▸ **WHAT IS BEING ASKED**
Return verbatim the portion of the material below that starts at the line containing "Write the network" and ends at its last line.

▸ **PROVIDED INFORMATION**

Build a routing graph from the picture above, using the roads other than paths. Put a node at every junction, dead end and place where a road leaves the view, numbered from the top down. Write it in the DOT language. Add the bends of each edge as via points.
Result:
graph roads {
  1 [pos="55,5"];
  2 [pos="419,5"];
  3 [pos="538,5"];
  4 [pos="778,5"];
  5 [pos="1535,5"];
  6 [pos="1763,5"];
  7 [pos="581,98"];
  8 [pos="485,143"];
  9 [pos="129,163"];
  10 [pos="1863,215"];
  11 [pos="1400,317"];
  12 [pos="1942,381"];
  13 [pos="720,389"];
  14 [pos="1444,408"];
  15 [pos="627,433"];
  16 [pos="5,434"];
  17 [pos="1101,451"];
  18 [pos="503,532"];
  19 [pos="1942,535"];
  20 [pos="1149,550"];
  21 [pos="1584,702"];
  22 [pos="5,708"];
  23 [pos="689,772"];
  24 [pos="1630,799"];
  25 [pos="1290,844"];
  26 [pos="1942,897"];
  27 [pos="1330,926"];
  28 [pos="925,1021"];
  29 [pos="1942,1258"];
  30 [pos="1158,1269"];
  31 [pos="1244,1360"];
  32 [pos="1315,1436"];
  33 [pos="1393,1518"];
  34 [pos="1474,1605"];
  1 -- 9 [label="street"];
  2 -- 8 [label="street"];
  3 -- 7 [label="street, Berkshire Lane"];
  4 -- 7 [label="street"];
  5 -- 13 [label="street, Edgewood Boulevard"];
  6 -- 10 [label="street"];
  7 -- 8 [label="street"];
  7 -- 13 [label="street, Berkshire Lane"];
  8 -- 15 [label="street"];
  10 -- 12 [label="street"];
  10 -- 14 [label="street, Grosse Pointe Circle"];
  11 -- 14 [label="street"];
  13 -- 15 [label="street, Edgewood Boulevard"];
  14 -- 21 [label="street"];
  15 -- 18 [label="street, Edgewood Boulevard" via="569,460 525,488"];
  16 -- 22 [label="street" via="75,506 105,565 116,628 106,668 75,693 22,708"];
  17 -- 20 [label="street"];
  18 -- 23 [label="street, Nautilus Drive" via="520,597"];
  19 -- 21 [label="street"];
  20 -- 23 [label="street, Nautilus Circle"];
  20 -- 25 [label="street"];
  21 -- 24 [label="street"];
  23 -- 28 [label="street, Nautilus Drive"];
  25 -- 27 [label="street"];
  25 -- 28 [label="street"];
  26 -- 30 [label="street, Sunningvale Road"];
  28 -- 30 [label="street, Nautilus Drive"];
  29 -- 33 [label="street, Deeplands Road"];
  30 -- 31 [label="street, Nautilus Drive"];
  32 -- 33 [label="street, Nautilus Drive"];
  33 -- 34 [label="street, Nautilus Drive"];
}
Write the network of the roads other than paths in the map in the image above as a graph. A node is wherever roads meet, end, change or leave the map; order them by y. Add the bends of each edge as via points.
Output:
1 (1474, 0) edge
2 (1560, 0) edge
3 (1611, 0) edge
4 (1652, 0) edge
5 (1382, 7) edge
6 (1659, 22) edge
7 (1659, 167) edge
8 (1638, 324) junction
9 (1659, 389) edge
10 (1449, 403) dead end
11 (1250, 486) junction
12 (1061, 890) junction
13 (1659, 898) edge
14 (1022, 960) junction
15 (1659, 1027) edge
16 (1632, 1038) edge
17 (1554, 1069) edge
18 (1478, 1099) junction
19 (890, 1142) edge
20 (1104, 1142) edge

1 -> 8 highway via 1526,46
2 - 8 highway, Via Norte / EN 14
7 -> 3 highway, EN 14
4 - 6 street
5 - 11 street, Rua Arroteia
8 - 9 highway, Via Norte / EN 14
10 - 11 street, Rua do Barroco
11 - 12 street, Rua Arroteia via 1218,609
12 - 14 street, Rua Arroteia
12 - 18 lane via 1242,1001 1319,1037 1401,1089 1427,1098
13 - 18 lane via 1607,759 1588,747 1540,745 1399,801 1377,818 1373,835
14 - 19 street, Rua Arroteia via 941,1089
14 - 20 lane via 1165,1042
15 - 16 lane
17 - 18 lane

▸ **WRITTEN SOLUTION**
Write the network of the roads other than paths in the map in the image above as a graph. A node is wherever roads meet, end, change or leave the map; order them by y. Add the bends of each edge as via points.
Output:
1 (1474, 0) edge
2 (1560, 0) edge
3 (1611, 0) edge
4 (1652, 0) edge
5 (1382, 7) edge
6 (1659, 22) edge
7 (1659, 167) edge
8 (1638, 324) junction
9 (1659, 389) edge
10 (1449, 403) dead end
11 (1250, 486) junction
12 (1061, 890) junction
13 (1659, 898) edge
14 (1022, 960) junction
15 (1659, 1027) edge
16 (1632, 1038) edge
17 (1554, 1069) edge
18 (1478, 1099) junction
19 (890, 1142) edge
20 (1104, 1142) edge

1 -> 8 highway via 1526,46
2 - 8 highway, Via Norte / EN 14
7 -> 3 highway, EN 14
4 - 6 street
5 - 11 street, Rua Arroteia
8 - 9 highway, Via Norte / EN 14
10 - 11 street, Rua do Barroco
11 - 12 street, Rua Arroteia via 1218,609
12 - 14 street, Rua Arroteia
12 - 18 lane via 1242,1001 1319,1037 1401,1089 1427,1098
13 - 18 lane via 1607,759 1588,747 1540,745 1399,801 1377,818 1373,835
14 - 19 street, Rua Arroteia via 941,1089
14 - 20 lane via 1165,1042
15 - 16 lane
17 - 18 lane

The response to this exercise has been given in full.